We all started down the hill lickety split. Just then the preacher yelled, “Not so fast boys. Now slow down. Watch it! You’re going to knock me in the water! No! Stop! Stop!”
Just then I woke up. It had been a dream. I awoke with a start and realized that I was in my sleeping bag by the campfire. The other guys and I had been praying so hard for Beanie to get saved that my brain had taken all that praying and made a dream out of it. It seemed so real that I almost laughed out loud at the thought of our preacher falling back into the water of the creek where we held our baptisms. Then a tear came to my eye when I realized that Beanie had not gotten saved.
I stood up, kinda slowly because of my sore knee, and hand, and walked around camp a couple of times kinda listening and wondering what could be happening. Johnny, and Mike had taken the first watch tonight, and Ronnie, Beanie, and I were waiting for our turn.
You see, none of the other guys turned up anything during their hunt either. We had waited until Monday, and even though our church was in a revival, our folks still let us camp out, it being summer, and all. We all met at Mike’s that morning, planned our strategy, went home, got our camping gear together, went to church, and went back to Mike’s, and up to the cabin after church.
I was about ready to get back in my sleeping bag when I heard it.
“CLICK - CLICK!” “CLICK - CLICK!” “CLICK - CLICK!”
Although we said that they sounded like the katydids, the noise that those clickers made was really very distinct, and someone was clicking his like mad. Quickly I kicked Beanie, and Ronnie’s sleeping bags.
‘SHHHH! They’re signaling us.” I said in a whisper as the guys woke up with a start. “We gotta get down there, and help them.”
Before we knew it we all were heading over toward the sound of the clicks which I could tell was coming from the lookout point that I had been at just a few nights before.
“CLICK - CLICK!” “CLICK - CLICK!” “CLICK - CLICK!”
Just then we made out the shapes of Johnny, and Mike as they were starting to split up. “Hey,” I said in a loud whisper so as to get their attention, but not so loud that the rustlers could hear. “What’s up?” “They’re down there again,” Mike said in an excited voice. “We heard a calf and saw a light flickering. We gotta hurry or the rustlers are going to get away. Now, everyone get to your positions. You all know what to do.”
Yea, I knew what to do, but I wasn’t so sure that I wanted to go through with it. Mike, and Johnny had some firecrackers, and just about the time that those rustlers were going to load up the calf they were going to throw the lighted firecrackers at them hoping to spook them long enough to make them let go of the calf and get out. Beanie and I would try to get the license plate number while all the excitement was going on, and Ronnie was just supposed to stay out of the way. If nothing else, we figured that they would never try to take any more calves from the Franklins.

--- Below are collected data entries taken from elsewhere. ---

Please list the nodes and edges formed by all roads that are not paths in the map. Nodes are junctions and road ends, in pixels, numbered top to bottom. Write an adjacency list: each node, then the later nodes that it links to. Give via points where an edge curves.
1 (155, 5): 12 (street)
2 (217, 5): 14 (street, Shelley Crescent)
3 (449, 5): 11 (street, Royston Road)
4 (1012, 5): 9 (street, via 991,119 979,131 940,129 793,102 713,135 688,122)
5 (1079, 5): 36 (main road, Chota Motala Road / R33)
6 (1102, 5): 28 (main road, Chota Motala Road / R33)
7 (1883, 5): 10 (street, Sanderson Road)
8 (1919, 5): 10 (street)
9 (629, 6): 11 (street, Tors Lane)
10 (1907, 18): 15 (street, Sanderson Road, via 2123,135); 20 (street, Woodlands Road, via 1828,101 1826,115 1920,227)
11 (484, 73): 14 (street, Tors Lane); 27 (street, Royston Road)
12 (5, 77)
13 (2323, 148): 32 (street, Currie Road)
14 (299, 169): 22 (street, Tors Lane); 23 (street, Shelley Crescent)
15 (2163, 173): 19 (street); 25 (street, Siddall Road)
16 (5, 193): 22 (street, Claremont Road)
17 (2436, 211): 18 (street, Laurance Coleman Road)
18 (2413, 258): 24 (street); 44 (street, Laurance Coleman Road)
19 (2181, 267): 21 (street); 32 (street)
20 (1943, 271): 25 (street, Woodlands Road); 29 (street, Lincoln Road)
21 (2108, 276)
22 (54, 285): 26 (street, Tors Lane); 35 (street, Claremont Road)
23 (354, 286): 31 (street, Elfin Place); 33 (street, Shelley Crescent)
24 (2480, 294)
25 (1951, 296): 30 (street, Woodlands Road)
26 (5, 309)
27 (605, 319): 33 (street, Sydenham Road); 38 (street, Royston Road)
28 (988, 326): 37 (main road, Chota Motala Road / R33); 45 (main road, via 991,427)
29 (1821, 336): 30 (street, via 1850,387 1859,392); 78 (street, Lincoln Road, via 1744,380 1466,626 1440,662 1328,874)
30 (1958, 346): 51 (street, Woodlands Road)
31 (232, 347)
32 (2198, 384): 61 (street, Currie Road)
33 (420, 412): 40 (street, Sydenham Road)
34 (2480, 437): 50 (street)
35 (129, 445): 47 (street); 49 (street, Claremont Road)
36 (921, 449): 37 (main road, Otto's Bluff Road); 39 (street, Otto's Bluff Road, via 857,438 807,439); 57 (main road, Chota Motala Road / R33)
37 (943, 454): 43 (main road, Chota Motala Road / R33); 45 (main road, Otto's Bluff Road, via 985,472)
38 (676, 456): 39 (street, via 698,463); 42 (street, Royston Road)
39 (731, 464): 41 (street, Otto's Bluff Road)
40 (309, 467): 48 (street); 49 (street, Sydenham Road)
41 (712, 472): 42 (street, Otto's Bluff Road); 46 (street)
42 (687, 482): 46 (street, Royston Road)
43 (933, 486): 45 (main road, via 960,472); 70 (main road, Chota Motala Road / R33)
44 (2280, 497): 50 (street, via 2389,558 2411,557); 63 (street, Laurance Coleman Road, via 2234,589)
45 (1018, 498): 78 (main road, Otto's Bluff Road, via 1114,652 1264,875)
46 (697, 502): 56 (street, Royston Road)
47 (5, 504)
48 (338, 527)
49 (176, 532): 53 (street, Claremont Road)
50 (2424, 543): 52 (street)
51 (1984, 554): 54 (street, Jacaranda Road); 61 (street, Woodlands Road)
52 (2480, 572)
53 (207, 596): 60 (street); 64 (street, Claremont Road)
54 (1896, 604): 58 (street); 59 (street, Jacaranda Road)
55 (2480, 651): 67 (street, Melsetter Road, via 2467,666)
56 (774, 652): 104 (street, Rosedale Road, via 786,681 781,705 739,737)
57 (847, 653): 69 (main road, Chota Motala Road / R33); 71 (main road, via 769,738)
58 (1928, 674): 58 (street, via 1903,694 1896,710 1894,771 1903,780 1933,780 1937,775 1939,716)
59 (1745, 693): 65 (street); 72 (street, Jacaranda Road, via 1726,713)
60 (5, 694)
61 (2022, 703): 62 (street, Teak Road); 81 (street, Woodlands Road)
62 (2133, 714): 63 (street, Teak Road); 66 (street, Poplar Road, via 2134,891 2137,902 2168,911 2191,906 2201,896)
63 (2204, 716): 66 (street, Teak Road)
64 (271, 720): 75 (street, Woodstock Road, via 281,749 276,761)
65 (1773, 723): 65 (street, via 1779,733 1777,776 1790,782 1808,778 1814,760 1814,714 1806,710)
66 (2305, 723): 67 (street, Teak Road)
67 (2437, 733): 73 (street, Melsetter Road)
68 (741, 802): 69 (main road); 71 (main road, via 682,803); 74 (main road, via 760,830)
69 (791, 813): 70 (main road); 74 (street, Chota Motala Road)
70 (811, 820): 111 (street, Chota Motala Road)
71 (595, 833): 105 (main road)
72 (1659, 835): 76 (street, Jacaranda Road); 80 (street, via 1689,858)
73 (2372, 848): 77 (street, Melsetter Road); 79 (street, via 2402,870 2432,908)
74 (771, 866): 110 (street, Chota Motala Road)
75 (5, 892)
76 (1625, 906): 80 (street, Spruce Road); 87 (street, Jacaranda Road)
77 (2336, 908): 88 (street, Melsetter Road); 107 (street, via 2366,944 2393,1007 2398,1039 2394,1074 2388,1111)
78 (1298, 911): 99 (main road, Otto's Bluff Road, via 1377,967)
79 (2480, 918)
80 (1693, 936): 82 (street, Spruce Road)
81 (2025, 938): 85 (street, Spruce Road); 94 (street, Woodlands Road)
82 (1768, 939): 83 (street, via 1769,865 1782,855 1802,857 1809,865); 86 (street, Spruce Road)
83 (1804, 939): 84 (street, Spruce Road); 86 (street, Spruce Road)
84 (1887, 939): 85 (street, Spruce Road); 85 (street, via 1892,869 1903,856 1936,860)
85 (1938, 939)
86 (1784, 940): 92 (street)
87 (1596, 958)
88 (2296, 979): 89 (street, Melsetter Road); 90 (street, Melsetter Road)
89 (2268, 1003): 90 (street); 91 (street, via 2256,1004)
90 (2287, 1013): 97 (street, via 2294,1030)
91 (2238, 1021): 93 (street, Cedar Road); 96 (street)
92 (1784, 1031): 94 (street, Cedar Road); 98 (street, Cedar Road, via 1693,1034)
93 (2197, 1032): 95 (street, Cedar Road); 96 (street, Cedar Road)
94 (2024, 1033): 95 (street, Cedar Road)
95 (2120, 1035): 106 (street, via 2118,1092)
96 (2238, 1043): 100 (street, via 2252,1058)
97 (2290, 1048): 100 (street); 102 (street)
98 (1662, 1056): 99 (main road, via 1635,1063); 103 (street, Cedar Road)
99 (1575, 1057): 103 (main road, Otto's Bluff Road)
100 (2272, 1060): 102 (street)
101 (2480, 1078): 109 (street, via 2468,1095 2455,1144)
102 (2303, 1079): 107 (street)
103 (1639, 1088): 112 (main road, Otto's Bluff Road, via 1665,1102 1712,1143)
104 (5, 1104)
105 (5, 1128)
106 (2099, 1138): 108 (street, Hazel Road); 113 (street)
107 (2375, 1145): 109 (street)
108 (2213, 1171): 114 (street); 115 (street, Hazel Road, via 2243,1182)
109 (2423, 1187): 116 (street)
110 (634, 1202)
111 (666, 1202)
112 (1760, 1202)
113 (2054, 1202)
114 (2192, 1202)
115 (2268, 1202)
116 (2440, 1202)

Right about then I was ready to trade with Ronnie, but it was too late. Beanie, and I were going down the fence row, and I knew that the excitement would begin any second.
“I’m not going to let them get away this time,” Beanie said as he was starting to move quickly away from me. “I’m gonna fix them good.”
“Beanie, wait.” I was too late. He had found clear spot that cut to the left and was running down the old road that the rustlers would take to get away. I knew that he was crazy, but I didn’t think he was silly. He was going to run right into those fellows and spoil it all. If they heard him coming, it’s hard to tell what they would do.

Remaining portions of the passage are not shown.